Sejak sebagian manusia tak lagi mengkeramatkan pohon atau sumber air (karena memeluk agama-agama baru), mereka justru yang lebih dahulu kehilangan daya dukung lingkungannya.
Air yang tadinya gratis tinggal minum dari sumur, sekarang harus membeli karena merosotnya kualitas lingkungan. Terjadilah ketergantungan ekonomi baru.
Ajaran "janganlah membuat kerusakan di muka bumi", kalah menarik dengan ide "manusia adalah khalifah (pemimpin) di muka bumi", sehingga menempatkan dirinya dalam relasi berkuasa dan menguasai terhadap binatang atau tumbuhan.

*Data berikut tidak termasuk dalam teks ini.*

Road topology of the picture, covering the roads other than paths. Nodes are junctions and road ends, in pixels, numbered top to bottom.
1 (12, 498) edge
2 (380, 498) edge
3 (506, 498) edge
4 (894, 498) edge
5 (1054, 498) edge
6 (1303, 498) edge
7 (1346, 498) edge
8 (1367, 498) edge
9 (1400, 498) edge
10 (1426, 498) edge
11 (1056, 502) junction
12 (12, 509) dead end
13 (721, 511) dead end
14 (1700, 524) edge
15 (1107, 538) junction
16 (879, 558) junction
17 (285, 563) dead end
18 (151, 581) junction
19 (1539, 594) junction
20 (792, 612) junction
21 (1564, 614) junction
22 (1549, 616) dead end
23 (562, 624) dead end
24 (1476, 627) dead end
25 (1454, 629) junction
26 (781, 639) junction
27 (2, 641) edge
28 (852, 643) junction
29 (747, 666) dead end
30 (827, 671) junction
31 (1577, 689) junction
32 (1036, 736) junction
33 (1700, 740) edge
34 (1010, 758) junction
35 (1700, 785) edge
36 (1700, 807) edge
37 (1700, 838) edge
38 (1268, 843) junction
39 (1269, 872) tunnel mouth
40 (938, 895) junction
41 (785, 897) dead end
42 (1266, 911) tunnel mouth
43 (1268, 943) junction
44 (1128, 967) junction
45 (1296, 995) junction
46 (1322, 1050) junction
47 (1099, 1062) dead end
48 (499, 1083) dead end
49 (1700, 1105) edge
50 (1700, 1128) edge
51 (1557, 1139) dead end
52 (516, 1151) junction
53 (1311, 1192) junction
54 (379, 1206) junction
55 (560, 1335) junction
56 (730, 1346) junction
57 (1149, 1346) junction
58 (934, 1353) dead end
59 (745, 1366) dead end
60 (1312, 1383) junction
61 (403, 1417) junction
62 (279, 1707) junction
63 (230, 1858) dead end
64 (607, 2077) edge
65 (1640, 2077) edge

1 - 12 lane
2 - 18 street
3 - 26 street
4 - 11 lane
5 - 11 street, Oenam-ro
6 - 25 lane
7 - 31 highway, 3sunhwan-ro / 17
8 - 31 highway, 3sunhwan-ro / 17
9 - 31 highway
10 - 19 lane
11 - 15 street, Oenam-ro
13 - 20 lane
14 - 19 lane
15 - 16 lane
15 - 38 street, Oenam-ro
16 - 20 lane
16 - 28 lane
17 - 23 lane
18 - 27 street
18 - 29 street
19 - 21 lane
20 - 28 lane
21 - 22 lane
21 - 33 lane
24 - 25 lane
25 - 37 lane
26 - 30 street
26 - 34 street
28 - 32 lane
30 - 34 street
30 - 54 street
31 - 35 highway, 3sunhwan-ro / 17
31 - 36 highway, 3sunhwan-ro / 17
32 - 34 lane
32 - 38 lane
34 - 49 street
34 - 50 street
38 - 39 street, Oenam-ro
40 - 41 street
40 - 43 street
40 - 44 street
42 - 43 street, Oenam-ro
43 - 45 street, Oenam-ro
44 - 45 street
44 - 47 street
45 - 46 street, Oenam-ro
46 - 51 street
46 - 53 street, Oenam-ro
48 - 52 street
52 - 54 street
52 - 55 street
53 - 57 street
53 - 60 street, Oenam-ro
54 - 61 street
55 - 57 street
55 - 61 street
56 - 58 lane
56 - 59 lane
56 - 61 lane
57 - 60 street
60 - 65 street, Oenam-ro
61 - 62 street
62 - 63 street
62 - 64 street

Tak jarang, karena menganggap dirinya makhluk superior, lalu terpeleset menjadi ingin dilayani alam. Bukan melayani sebagaimana esensi seorang pemimpin.
Dalam sebagian masyarakat, konsep "melayani alam" disimbolkan dengan sesajen atau kurban seperti masyarakat Dayak menyembelih anak ayam sebelum mulai musim tanam atau tidak menebang pohon tertentu.
Pada masyarakat lain seperti Baduy, ada konsep hutan larangan yang dikeramatkan. Atau masyarakat Hindu dengan sumber-sumber air tertentu.
Agama-agama baru yang menghapus konsep "keramat" sejatinya juga memiliki konsep yang sama dalam relasi manusia dan alam sebagai sumber ekonomi.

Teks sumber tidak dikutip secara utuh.